* **Your instructions**
The required answer is every line of the data containing the word "numbered".

(Saved data entries)
§
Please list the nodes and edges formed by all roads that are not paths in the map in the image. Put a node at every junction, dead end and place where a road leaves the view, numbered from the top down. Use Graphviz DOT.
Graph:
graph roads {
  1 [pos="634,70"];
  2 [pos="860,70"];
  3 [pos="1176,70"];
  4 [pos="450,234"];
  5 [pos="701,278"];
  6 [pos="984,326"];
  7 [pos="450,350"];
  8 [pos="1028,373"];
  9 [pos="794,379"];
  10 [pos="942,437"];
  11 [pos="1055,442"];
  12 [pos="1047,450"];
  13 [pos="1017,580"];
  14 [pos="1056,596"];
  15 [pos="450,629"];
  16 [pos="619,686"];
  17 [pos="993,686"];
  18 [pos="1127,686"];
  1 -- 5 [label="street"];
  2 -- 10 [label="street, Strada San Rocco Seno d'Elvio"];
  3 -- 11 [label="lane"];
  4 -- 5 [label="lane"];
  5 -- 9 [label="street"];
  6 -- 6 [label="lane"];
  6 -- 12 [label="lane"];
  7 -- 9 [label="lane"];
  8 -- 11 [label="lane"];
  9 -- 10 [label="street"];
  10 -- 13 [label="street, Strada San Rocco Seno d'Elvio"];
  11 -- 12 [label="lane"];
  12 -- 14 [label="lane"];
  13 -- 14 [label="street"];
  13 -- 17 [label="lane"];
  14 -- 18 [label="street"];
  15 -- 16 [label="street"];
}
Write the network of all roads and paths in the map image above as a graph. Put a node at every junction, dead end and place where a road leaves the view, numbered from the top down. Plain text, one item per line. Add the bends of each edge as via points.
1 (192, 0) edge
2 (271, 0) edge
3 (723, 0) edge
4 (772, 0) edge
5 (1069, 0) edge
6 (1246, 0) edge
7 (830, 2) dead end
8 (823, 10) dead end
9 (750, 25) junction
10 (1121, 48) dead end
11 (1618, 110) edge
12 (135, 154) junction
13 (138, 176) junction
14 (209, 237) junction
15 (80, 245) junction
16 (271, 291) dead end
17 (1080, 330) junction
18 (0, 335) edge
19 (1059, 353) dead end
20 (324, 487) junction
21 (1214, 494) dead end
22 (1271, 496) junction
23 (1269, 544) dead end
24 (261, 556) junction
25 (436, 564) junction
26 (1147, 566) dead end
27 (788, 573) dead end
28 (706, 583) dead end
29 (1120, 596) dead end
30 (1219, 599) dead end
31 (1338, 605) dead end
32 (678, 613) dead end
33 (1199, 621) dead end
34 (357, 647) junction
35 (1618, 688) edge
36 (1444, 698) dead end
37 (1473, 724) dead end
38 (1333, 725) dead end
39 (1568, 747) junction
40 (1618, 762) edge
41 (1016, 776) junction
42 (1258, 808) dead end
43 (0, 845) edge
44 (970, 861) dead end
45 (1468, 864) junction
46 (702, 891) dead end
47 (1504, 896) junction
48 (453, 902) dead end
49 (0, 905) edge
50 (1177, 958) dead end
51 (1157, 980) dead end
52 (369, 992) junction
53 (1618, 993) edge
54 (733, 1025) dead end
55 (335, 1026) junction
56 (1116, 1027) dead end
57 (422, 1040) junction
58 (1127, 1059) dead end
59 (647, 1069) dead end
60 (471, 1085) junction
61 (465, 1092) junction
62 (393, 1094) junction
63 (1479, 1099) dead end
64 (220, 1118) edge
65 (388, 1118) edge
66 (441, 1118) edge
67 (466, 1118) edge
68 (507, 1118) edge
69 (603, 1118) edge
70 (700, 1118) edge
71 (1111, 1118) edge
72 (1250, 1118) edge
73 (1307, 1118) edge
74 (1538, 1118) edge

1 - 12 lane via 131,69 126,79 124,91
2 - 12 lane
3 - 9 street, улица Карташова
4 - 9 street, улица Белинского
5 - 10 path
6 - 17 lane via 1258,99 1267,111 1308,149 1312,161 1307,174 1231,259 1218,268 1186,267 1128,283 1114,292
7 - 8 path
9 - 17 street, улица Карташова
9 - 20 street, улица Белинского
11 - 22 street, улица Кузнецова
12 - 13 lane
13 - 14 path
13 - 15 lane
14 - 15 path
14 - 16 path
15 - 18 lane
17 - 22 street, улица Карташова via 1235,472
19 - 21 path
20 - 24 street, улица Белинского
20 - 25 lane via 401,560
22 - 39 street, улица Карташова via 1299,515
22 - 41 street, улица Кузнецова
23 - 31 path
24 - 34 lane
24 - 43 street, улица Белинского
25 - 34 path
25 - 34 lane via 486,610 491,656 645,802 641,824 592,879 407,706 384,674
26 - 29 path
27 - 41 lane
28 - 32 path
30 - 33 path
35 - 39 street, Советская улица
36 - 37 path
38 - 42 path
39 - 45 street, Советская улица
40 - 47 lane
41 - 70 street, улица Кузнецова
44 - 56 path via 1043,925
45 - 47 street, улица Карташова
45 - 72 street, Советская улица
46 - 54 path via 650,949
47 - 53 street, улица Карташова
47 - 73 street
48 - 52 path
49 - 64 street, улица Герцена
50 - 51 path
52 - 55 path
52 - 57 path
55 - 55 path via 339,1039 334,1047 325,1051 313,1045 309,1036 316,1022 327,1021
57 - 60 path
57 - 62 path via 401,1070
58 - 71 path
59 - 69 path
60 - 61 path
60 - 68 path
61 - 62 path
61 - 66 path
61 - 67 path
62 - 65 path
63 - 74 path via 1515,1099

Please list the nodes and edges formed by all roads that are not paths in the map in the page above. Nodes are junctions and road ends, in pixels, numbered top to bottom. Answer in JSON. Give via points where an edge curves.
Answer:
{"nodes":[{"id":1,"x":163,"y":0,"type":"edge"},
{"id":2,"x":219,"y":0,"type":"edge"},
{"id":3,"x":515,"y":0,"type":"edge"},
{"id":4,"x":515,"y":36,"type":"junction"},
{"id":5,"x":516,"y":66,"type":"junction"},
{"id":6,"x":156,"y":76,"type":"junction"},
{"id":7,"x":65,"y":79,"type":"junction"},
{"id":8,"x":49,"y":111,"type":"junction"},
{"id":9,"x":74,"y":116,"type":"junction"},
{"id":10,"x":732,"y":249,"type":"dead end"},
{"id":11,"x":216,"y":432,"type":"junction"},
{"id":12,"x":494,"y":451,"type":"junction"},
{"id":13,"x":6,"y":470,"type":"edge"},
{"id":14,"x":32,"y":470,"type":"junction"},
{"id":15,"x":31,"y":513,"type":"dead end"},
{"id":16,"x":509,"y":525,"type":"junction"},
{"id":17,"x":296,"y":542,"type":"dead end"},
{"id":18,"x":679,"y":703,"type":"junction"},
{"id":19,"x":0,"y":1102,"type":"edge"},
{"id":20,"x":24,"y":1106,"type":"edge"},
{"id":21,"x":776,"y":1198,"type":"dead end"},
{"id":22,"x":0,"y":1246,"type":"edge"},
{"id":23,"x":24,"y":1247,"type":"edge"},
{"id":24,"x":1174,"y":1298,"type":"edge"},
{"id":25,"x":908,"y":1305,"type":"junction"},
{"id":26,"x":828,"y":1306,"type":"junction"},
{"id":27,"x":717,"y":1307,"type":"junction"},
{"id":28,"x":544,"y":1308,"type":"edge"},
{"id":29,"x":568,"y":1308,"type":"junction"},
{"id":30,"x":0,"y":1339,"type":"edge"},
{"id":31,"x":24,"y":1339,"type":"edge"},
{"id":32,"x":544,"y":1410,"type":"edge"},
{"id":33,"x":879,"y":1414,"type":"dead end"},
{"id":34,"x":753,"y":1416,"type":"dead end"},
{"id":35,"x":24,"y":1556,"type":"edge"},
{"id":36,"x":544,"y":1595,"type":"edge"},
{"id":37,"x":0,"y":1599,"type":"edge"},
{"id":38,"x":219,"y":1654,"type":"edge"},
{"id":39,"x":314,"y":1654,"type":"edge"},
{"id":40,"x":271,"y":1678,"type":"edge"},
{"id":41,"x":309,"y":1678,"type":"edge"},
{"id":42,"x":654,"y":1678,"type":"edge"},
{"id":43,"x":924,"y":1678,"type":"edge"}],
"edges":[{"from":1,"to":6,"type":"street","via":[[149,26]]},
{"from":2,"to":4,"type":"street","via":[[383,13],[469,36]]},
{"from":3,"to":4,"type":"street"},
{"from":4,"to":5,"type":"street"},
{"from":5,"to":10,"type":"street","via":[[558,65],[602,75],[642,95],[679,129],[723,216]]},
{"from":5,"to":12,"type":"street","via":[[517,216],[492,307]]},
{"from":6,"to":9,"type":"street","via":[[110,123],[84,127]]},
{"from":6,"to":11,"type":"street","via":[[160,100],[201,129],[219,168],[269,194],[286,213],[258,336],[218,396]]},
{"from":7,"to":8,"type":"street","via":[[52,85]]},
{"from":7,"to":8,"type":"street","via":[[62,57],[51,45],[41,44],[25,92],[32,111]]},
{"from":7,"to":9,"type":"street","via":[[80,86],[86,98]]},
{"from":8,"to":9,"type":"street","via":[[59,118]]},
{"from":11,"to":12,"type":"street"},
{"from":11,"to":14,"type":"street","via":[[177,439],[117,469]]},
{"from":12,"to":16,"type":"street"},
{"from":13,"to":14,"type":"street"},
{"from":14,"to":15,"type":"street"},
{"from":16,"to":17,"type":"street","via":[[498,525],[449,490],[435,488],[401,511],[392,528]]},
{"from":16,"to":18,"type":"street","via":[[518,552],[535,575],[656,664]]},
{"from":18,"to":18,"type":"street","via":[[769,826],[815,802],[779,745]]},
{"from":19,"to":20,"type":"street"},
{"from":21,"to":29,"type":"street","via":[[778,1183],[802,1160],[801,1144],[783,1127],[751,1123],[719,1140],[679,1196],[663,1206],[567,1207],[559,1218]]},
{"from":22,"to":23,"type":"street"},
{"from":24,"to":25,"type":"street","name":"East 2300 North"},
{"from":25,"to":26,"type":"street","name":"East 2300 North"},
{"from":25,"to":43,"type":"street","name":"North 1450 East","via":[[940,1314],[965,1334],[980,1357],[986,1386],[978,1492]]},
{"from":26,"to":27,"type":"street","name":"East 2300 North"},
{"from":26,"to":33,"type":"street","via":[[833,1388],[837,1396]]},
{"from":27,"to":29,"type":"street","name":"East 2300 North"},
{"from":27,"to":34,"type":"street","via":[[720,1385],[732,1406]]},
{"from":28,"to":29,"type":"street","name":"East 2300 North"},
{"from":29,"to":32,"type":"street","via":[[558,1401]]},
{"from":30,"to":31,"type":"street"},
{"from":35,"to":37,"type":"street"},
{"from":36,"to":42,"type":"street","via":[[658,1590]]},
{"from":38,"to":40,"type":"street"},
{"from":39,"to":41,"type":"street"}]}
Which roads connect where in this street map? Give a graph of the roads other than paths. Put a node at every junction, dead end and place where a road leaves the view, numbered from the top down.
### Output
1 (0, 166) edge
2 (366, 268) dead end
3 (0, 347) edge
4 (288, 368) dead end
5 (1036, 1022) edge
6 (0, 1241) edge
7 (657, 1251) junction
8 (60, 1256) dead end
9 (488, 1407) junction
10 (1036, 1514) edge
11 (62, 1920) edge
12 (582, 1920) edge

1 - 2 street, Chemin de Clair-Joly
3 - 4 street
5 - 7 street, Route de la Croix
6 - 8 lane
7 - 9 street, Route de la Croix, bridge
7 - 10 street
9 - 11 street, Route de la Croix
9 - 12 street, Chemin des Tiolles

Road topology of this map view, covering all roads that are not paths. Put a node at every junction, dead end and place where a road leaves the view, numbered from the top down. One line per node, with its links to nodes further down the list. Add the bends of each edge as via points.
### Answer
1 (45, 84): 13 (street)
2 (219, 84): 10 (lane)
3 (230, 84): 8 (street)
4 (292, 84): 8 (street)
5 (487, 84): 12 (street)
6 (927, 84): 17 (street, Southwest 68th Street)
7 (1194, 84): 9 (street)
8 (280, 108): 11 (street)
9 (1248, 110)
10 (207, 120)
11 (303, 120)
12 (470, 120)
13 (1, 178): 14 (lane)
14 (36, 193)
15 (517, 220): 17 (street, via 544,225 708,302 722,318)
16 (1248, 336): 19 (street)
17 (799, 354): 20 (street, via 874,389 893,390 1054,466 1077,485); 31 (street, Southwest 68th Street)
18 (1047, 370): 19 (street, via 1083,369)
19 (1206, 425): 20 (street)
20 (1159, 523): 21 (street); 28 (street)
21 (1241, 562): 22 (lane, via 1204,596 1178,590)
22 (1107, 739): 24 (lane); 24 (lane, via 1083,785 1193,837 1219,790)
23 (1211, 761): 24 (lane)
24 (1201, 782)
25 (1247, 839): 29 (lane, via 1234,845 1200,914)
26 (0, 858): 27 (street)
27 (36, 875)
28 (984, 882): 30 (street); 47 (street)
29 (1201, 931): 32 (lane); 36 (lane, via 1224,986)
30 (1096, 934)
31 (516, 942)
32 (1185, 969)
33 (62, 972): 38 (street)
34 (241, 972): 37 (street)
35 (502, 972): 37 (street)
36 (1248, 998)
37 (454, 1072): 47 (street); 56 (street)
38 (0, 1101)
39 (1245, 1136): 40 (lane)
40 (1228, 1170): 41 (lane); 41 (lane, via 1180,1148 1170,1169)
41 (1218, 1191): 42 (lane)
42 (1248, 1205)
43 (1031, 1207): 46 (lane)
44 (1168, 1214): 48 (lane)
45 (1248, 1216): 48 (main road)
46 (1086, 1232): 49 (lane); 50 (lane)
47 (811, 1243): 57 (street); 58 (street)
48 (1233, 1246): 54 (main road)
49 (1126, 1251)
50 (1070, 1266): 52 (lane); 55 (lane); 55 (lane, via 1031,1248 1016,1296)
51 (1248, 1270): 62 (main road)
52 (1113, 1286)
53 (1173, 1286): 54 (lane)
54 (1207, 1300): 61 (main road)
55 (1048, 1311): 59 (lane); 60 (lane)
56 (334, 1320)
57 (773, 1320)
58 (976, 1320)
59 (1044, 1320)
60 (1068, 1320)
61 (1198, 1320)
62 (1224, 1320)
§
* **Task response**
Please list the nodes and edges formed by all roads that are not paths in the map in the image. Put a node at every junction, dead end and place where a road leaves the view, numbered from the top down. Use Graphviz DOT.
Write the network of all roads and paths in the map image above as a graph. Put a node at every junction, dead end and place where a road leaves the view, numbered from the top down. Plain text, one item per line. Add the bends of each edge as via points.
Please list the nodes and edges formed by all roads that are not paths in the map in the page above. Nodes are junctions and road ends, in pixels, numbered top to bottom. Answer in JSON. Give via points where an edge curves.
Which roads connect where in this street map? Give a graph of the roads other than paths. Put a node at every junction, dead end and place where a road leaves the view, numbered from the top down.
Road topology of this map view, covering all roads that are not paths. Put a node at every junction, dead end and place where a road leaves the view, numbered from the top down. One line per node, with its links to nodes further down the list. Add the bends of each edge as via points.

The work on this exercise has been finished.